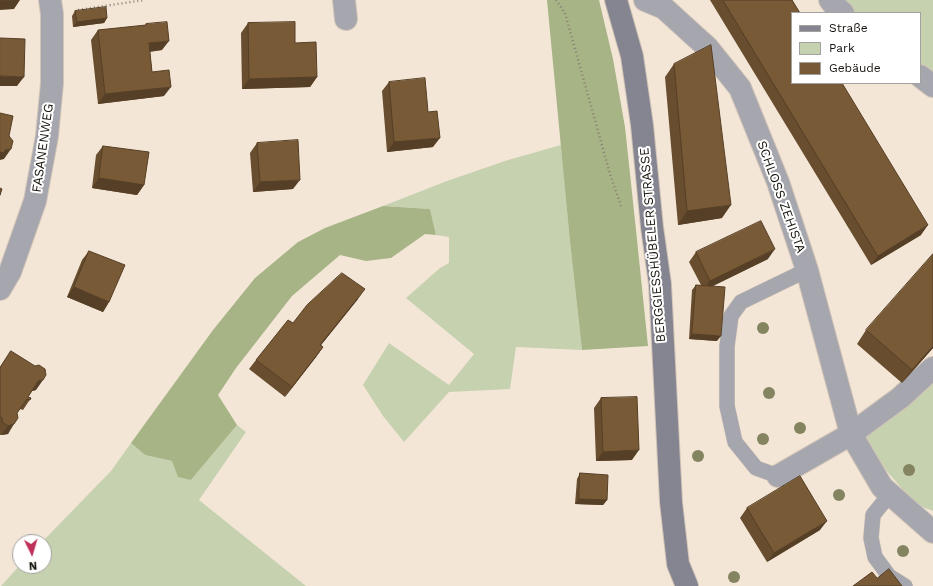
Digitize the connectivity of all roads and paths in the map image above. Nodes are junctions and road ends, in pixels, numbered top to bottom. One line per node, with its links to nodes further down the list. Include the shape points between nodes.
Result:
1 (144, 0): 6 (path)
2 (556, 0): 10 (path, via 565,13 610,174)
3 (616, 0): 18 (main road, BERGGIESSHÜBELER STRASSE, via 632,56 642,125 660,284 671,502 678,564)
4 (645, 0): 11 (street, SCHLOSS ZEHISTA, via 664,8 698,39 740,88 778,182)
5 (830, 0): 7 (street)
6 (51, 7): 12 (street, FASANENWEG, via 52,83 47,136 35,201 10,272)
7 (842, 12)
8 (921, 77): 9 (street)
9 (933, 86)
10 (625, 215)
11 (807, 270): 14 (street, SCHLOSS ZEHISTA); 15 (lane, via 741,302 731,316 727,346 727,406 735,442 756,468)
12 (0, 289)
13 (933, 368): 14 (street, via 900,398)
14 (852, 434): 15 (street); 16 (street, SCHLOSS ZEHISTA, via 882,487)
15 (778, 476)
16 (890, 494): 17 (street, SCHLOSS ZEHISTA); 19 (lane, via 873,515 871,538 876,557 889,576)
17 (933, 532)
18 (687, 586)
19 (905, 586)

***

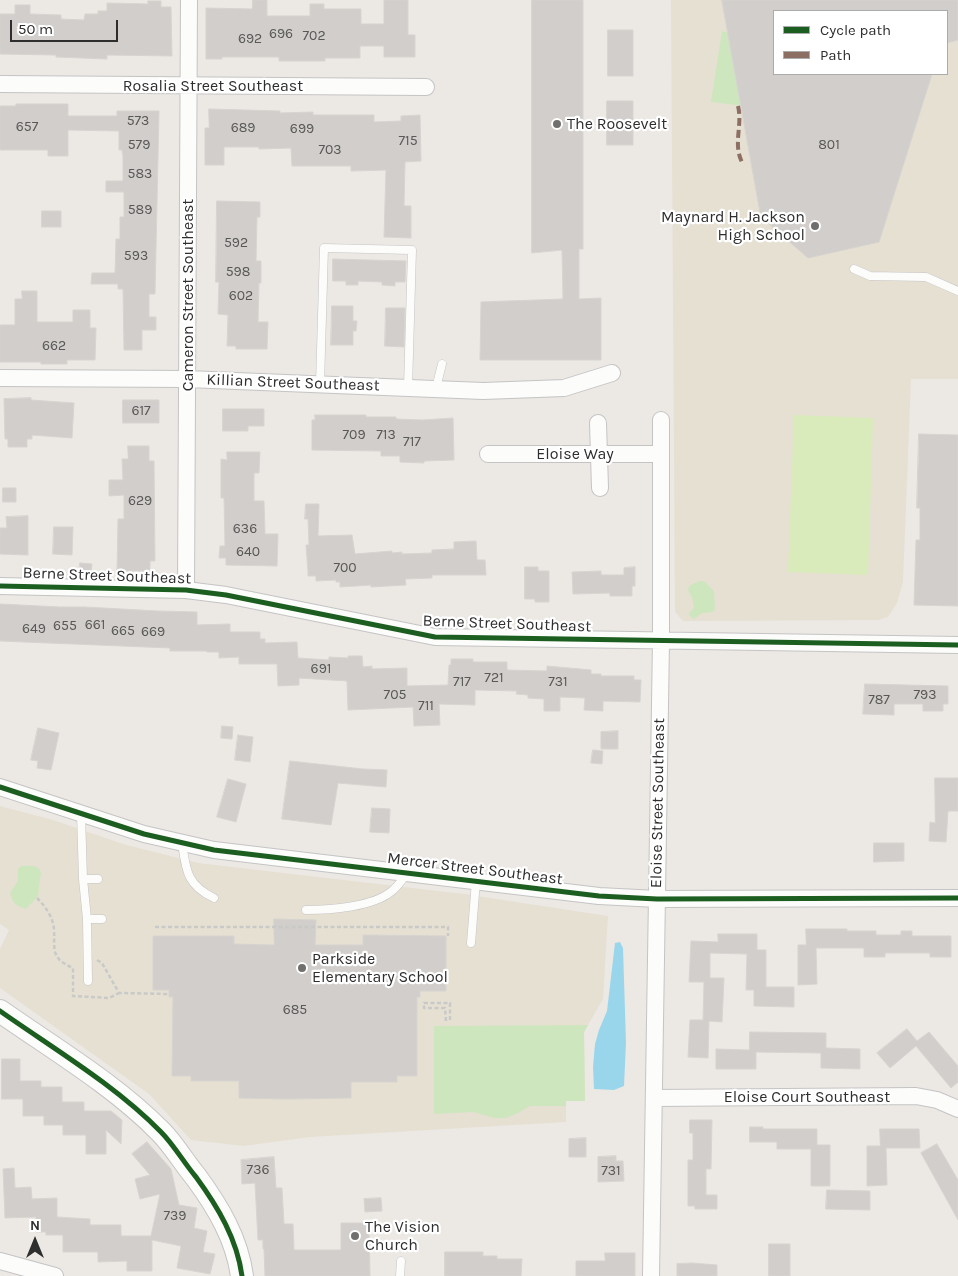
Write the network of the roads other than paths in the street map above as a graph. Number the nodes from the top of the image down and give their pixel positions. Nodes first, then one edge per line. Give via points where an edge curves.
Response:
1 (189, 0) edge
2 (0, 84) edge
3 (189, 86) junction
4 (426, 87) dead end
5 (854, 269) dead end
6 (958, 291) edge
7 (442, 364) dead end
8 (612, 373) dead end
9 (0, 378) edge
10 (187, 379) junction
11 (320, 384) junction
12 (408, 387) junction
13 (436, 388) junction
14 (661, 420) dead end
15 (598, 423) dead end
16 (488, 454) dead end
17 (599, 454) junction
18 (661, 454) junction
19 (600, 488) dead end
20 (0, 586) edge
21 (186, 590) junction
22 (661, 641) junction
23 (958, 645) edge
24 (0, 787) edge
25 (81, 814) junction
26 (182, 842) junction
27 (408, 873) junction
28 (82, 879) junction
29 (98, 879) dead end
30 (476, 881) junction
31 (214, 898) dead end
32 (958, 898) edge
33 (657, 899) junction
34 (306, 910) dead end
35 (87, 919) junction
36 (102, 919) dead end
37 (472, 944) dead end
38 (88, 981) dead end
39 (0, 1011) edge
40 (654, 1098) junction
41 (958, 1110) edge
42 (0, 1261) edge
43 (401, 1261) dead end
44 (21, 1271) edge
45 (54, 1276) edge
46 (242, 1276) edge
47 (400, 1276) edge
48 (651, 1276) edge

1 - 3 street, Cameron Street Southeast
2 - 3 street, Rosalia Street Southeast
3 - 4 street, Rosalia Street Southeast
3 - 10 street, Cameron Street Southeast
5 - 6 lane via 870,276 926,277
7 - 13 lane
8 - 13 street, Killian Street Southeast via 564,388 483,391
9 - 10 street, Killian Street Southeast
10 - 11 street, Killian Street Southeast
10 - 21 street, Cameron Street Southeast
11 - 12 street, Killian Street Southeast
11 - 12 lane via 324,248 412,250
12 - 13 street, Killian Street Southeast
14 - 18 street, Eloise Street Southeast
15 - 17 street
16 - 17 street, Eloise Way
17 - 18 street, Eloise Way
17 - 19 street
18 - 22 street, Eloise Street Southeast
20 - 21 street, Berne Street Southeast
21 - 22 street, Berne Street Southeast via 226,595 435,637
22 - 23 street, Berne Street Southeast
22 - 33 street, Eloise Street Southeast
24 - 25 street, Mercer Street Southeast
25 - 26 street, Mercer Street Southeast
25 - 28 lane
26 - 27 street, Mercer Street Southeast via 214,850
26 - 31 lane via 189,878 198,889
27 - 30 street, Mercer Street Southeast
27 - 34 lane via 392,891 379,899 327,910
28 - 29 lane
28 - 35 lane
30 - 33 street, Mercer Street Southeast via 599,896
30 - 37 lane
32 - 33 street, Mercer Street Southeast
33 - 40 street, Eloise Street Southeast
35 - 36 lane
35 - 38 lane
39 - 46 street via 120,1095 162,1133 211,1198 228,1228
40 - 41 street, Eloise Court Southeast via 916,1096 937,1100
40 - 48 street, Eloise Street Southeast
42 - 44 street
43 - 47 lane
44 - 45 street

***

» INSTRUCTIONS TO FOLLOW
Whenever the string "points" shows up in a line of the records, copy that line.

» RESULT
Digitize the connectivity of all roads and paths in the map image above. Nodes are junctions and road ends, in pixels, numbered top to bottom. One line per node, with its links to nodes further down the list. Include the shape points between nodes.
Write the network of the roads other than paths in the street map above as a graph. Number the nodes from the top of the image down and give their pixel positions. Nodes first, then one edge per line. Give via points where an edge curves.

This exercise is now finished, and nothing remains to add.